Saved entries:
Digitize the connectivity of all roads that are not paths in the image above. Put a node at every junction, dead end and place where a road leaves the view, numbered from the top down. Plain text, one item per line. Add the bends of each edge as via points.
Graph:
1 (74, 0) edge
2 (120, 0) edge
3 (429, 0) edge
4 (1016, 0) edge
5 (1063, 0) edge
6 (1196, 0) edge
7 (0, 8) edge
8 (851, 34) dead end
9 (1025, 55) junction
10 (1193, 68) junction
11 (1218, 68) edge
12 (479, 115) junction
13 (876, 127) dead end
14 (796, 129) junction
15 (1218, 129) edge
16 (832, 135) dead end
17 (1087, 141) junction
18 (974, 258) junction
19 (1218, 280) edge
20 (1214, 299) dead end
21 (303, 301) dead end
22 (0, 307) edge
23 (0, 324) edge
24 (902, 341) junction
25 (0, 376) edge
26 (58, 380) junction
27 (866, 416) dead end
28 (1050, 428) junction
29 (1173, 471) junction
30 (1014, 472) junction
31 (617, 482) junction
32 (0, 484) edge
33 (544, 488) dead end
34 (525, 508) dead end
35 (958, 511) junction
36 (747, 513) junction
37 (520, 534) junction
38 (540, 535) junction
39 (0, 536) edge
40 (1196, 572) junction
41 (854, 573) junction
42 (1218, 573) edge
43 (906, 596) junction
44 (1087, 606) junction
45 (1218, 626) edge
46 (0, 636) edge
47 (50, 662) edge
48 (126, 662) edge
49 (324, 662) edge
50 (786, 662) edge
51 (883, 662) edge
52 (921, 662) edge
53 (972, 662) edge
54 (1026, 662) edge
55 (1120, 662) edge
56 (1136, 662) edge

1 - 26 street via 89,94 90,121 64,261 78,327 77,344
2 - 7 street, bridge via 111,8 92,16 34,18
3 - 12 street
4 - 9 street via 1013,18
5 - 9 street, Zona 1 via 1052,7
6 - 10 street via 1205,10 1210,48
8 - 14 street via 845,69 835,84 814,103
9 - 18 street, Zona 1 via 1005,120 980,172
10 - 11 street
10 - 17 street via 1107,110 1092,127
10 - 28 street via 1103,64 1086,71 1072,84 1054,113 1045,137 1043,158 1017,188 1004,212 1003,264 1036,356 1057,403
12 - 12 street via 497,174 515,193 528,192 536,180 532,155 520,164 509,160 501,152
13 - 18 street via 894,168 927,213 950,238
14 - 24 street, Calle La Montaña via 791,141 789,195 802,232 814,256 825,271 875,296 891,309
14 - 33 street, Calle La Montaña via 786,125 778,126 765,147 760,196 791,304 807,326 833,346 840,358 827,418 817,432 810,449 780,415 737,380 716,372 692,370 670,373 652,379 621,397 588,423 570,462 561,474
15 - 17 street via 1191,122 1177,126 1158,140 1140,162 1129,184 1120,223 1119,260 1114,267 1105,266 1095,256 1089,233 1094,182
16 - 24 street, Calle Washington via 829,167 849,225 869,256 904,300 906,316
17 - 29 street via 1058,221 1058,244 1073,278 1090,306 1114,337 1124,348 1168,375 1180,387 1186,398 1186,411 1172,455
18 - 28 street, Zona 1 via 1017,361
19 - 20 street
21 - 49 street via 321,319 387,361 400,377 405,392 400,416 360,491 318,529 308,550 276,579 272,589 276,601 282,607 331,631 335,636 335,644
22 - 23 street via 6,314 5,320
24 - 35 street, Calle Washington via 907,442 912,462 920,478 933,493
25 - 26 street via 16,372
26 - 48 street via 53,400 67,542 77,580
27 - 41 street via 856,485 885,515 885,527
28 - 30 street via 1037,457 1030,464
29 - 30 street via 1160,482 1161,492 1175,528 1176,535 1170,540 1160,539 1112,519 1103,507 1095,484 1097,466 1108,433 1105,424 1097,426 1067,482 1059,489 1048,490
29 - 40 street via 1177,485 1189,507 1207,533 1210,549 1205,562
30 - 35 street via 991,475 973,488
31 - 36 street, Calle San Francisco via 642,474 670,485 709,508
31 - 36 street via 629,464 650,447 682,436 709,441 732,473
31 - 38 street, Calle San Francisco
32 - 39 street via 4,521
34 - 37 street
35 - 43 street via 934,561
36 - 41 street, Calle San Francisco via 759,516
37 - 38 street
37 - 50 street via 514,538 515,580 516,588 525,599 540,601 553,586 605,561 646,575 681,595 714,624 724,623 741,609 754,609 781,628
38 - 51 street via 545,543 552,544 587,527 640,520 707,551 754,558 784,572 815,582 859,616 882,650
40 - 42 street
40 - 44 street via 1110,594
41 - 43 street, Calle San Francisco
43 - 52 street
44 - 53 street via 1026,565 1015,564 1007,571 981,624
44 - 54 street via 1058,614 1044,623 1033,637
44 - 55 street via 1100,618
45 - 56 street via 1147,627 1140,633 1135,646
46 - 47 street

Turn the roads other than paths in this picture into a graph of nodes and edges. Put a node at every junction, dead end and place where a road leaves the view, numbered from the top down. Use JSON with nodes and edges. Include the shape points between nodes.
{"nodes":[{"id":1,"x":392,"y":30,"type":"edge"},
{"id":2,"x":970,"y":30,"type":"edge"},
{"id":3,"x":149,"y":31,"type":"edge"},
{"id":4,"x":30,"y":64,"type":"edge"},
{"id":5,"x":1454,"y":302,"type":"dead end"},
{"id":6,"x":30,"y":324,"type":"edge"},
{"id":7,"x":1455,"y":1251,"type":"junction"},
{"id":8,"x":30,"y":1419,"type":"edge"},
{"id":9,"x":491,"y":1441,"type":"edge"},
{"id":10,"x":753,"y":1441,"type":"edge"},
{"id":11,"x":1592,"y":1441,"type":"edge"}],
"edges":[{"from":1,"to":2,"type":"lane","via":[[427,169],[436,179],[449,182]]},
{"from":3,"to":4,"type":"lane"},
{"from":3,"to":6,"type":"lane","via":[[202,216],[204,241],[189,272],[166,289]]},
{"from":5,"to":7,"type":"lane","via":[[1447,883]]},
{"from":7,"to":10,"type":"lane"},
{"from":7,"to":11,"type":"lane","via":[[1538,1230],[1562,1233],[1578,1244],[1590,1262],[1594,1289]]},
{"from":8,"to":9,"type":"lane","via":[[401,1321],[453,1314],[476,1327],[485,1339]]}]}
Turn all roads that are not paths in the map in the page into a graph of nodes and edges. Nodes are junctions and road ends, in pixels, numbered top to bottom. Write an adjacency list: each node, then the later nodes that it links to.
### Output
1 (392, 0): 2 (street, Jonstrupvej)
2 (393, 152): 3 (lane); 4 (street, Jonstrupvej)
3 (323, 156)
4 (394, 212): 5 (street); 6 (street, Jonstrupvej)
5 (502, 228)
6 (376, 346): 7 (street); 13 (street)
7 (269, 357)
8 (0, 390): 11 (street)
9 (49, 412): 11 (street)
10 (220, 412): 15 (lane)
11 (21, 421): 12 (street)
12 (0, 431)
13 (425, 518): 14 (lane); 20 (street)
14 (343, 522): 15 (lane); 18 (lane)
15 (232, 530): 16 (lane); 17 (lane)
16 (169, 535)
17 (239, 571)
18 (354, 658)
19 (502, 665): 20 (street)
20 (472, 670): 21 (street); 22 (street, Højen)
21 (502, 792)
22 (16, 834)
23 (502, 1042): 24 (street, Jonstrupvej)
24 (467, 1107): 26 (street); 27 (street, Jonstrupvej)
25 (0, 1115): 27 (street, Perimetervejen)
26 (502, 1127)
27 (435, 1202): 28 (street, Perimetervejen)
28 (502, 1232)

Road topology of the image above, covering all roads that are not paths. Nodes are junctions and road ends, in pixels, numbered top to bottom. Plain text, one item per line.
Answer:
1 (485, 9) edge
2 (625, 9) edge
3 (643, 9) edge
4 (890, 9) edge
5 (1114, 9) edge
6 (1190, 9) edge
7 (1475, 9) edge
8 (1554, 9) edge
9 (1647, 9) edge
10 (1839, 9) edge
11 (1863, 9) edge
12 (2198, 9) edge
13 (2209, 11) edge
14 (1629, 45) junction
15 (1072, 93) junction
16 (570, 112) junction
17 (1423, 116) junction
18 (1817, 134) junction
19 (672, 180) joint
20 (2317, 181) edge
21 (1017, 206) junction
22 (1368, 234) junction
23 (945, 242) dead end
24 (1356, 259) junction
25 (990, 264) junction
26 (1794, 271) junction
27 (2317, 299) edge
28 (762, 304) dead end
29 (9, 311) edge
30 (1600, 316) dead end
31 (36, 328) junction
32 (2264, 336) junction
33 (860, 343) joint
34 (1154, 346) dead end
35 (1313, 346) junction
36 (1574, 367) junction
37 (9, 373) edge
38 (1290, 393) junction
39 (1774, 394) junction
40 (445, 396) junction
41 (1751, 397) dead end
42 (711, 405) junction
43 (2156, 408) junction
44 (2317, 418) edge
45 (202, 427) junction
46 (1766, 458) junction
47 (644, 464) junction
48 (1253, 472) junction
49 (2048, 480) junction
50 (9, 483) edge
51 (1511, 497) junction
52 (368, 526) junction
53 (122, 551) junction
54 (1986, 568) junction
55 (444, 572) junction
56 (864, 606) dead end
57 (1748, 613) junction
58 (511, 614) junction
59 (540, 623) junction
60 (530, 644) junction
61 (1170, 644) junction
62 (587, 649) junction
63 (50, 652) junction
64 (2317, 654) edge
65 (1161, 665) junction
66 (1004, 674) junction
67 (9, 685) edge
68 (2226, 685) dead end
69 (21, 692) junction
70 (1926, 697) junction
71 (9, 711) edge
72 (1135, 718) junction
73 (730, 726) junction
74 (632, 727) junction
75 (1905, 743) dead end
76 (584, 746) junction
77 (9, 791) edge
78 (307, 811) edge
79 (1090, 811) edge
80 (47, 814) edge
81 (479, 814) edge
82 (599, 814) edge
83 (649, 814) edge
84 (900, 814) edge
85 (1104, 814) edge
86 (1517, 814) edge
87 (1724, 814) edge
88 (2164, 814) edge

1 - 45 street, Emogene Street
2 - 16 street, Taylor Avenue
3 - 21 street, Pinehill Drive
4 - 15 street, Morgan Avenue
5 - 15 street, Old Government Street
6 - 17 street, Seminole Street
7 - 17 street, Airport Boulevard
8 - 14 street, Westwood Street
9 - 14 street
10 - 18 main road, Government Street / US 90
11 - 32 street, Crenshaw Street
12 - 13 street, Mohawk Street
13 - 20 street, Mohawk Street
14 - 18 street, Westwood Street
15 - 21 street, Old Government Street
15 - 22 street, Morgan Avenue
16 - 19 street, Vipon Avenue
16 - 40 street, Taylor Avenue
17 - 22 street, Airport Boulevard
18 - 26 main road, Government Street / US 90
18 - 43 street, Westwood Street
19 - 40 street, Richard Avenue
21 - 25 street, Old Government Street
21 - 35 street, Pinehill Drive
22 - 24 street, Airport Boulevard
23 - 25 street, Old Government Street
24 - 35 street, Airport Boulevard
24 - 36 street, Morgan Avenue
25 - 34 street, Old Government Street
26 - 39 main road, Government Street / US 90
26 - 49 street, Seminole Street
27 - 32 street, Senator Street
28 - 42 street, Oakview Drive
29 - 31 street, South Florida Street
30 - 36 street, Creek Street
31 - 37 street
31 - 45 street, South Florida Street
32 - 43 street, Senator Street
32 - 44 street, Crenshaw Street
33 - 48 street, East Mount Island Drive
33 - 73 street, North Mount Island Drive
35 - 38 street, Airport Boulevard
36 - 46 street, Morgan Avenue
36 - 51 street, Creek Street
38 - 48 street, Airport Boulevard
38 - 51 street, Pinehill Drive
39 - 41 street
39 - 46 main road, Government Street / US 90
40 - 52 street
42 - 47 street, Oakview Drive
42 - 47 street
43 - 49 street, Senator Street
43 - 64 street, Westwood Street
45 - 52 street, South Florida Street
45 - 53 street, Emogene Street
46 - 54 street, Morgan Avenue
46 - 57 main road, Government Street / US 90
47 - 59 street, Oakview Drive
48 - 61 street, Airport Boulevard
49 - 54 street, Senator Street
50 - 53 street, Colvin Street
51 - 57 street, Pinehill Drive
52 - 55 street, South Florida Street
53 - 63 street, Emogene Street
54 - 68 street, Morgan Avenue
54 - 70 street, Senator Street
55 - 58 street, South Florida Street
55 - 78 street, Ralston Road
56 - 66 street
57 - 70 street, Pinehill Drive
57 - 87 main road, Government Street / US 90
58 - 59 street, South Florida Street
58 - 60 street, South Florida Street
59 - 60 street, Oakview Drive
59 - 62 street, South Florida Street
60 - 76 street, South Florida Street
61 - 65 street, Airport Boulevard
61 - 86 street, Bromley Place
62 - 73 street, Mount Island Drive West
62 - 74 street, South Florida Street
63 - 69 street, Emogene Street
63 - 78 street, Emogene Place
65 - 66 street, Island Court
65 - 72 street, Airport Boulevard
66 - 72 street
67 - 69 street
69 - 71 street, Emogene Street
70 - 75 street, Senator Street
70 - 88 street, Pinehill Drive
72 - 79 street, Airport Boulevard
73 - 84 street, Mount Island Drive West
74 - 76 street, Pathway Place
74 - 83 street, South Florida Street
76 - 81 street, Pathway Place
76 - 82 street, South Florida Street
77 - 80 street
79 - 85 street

Assignment ->
In the records above, find every line that contains the word "edges" and copy it.

Result of the exercise ->
Turn the roads other than paths in this picture into a graph of nodes and edges. Put a node at every junction, dead end and place where a road leaves the view, numbered from the top down. Use JSON with nodes and edges. Include the shape points between nodes.
"edges":[{"from":1,"to":2,"type":"lane","via":[[427,169],[436,179],[449,182]]},
Turn all roads that are not paths in the map in the page into a graph of nodes and edges. Nodes are junctions and road ends, in pixels, numbered top to bottom. Write an adjacency list: each node, then the later nodes that it links to.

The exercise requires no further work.